Go through the entries below and pick out every line with "Close".

[Excerpts from a dataset]
☆ ☆ ☆ ☆

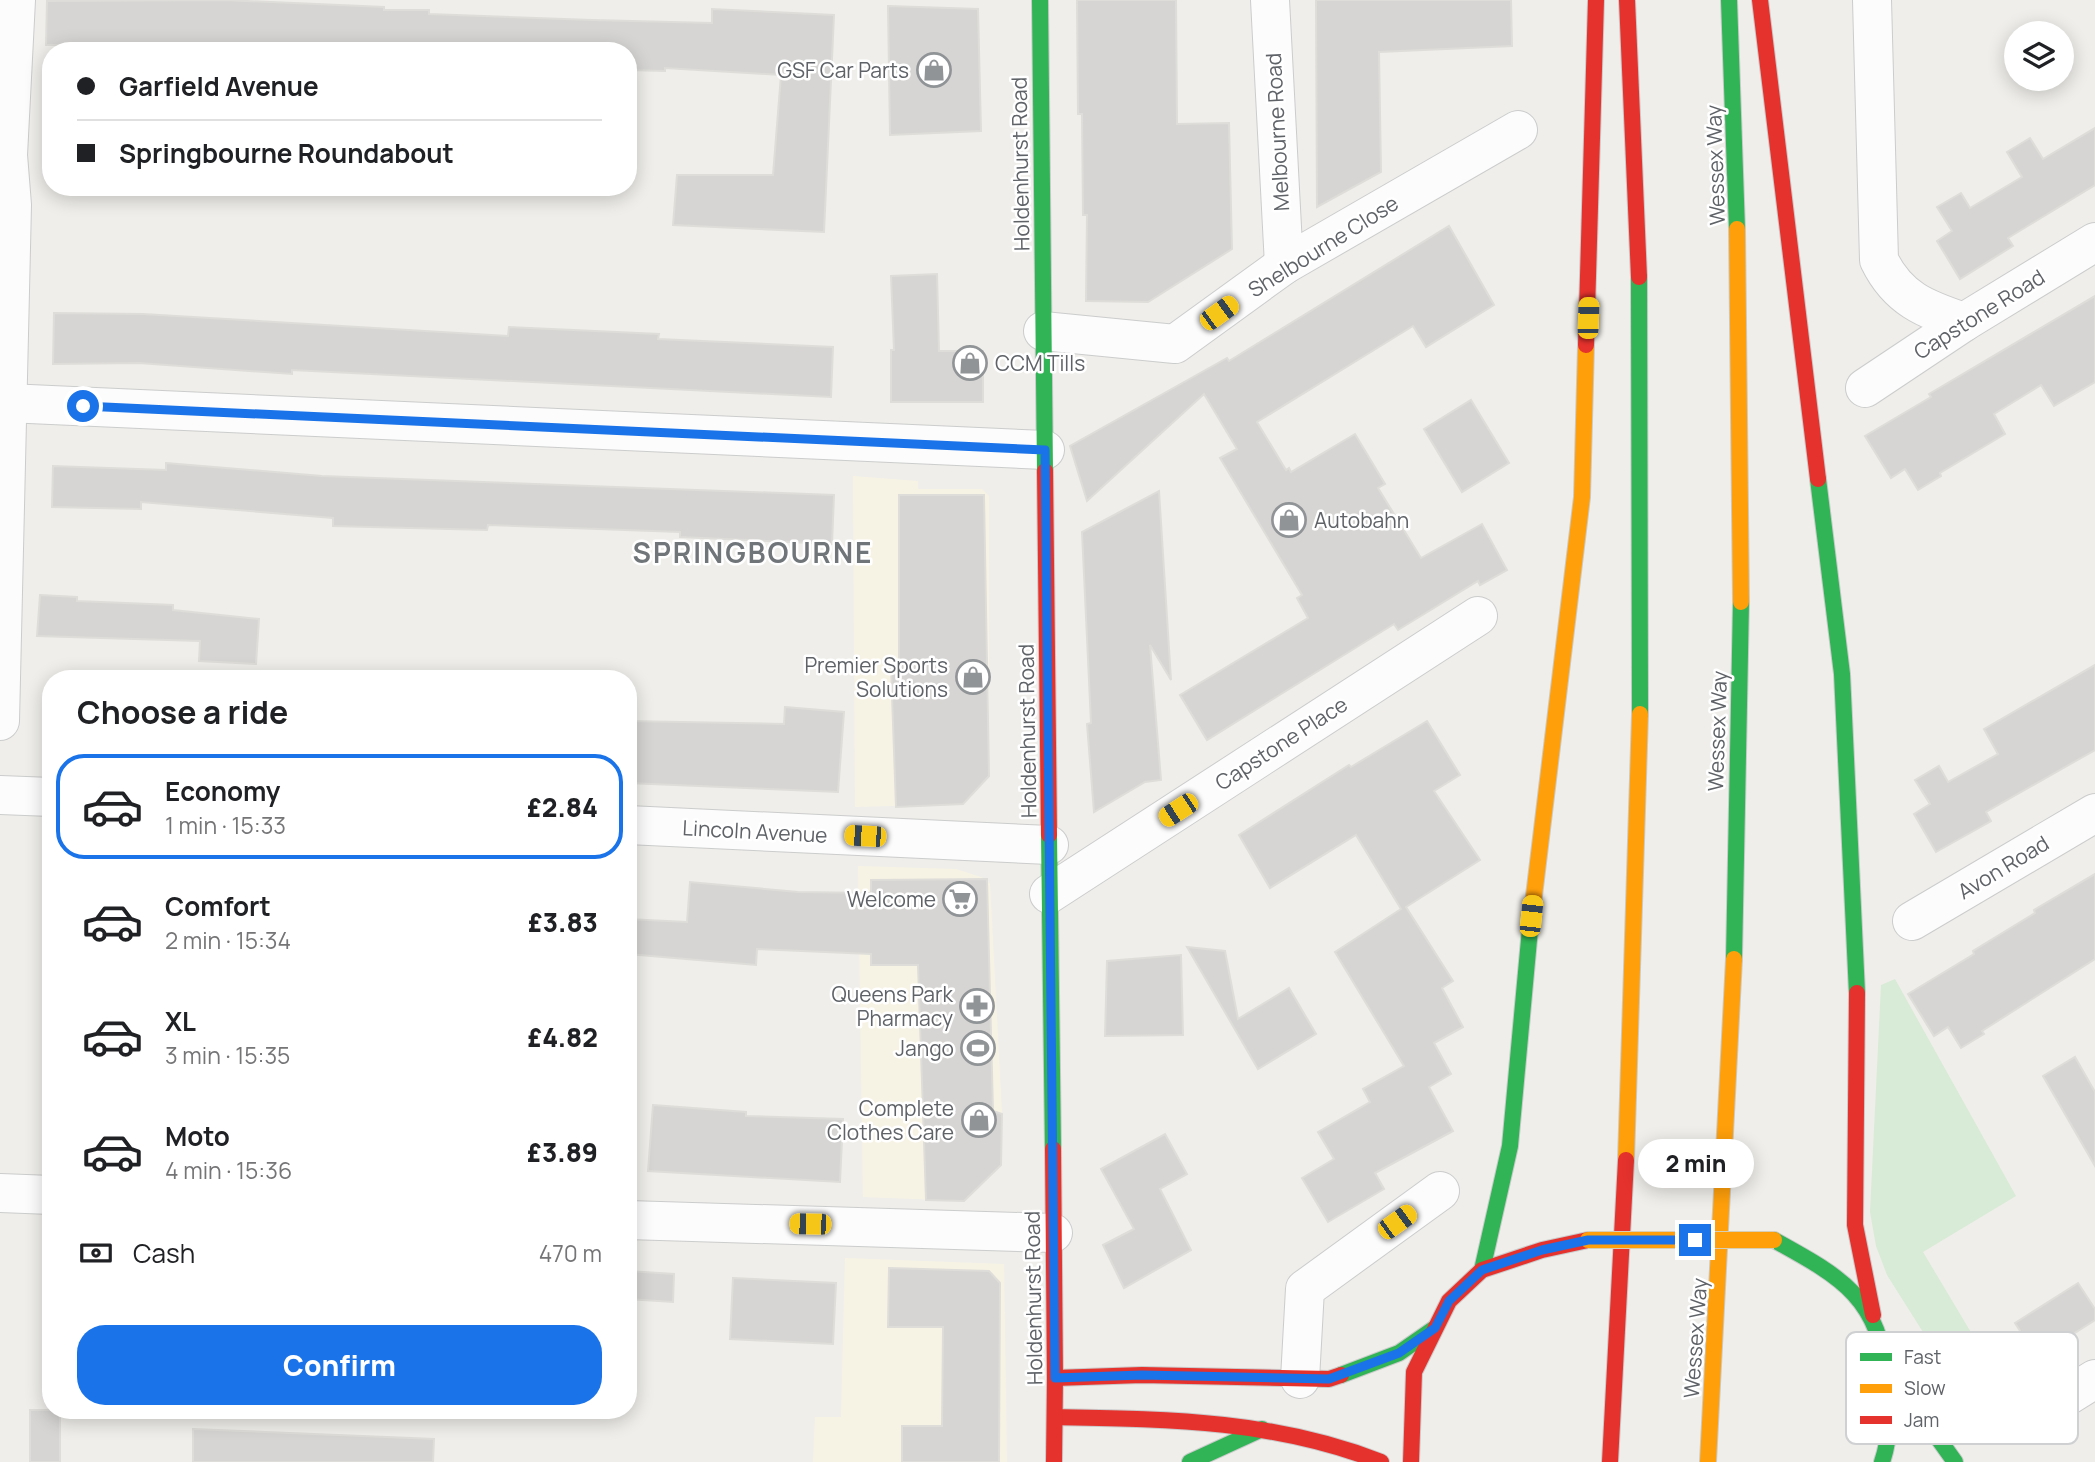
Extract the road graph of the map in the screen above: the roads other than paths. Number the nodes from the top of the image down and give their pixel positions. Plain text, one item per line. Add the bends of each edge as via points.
1 (16, 0) edge
2 (1040, 0) edge
3 (1270, 0) edge
4 (1596, 0) edge
5 (1627, 0) edge
6 (1729, 0) edge
7 (1760, 0) edge
8 (1872, 0) edge
9 (1518, 130) dead end
10 (2095, 242) edge
11 (1284, 265) junction
12 (1964, 322) junction
13 (1043, 331) junction
14 (1865, 388) dead end
15 (7, 403) junction
16 (1045, 450) junction
17 (1478, 616) dead end
18 (0, 721) edge
19 (0, 795) edge
20 (42, 797) edge
21 (2095, 813) edge
22 (637, 825) edge
23 (1049, 845) junction
24 (1049, 894) junction
25 (1912, 921) dead end
26 (1440, 1191) dead end
27 (0, 1193) edge
28 (42, 1195) edge
29 (637, 1220) edge
30 (1053, 1233) junction
31 (1482, 1270) junction
32 (1873, 1315) junction
33 (1435, 1328) junction
34 (1880, 1332) edge
35 (1055, 1378) junction
36 (1300, 1378) junction
37 (2095, 1379) edge
38 (2078, 1390) edge
39 (1055, 1417) junction
40 (1268, 1427) junction
41 (1888, 1444) edge
42 (1942, 1444) edge
43 (1055, 1462) edge
44 (1190, 1462) edge
45 (1381, 1462) edge
46 (1411, 1462) edge
47 (1610, 1462) edge
48 (1708, 1462) edge
49 (1882, 1462) edge
50 (1955, 1462) edge

1 - 15 street via 8,155 12,205
2 - 13 main road, Holdenhurst Road
3 - 11 street, Melbourne Road
4 - 31 main road via 1581,497 1527,953 1510,1146
5 - 47 main road via 1642,419 1639,872
6 - 48 main road, Wessex Way via 1737,177 1743,553 1730,1081
7 - 32 main road via 1842,674 1857,998 1855,1226
8 - 12 street via 1879,260 1888,279 1921,308
9 - 11 street, Shelbourne Close
10 - 12 street, Capstone Road
11 - 13 street, Shelbourne Close via 1175,344
12 - 14 street, Capstone Road
13 - 16 main road, Holdenhurst Road
15 - 16 street
15 - 18 street
16 - 23 main road, Holdenhurst Road
17 - 24 street, Capstone Place
19 - 20 street
21 - 25 street, Avon Road
22 - 23 street, Lincoln Avenue
23 - 24 main road, Holdenhurst Road
24 - 30 main road, Holdenhurst Road
26 - 36 street via 1305,1289
27 - 28 street
29 - 30 street
30 - 35 main road, Holdenhurst Road
31 - 32 main road, bridge via 1588,1240 1774,1240 1839,1280
31 - 33 main road via 1449,1301
32 - 34 main road
33 - 36 main road via 1399,1353 1329,1379
33 - 46 main road via 1414,1372
35 - 36 main road
35 - 39 main road, Holdenhurst Road
37 - 38 street
39 - 40 main road
39 - 43 main road, Holdenhurst Road
40 - 44 main road
40 - 45 main road
41 - 49 main road
42 - 50 main road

☆ ☆ ☆ ☆

* **Answer**
9 - 11 street, Shelbourne Close
11 - 13 street, Shelbourne Close via 1175,344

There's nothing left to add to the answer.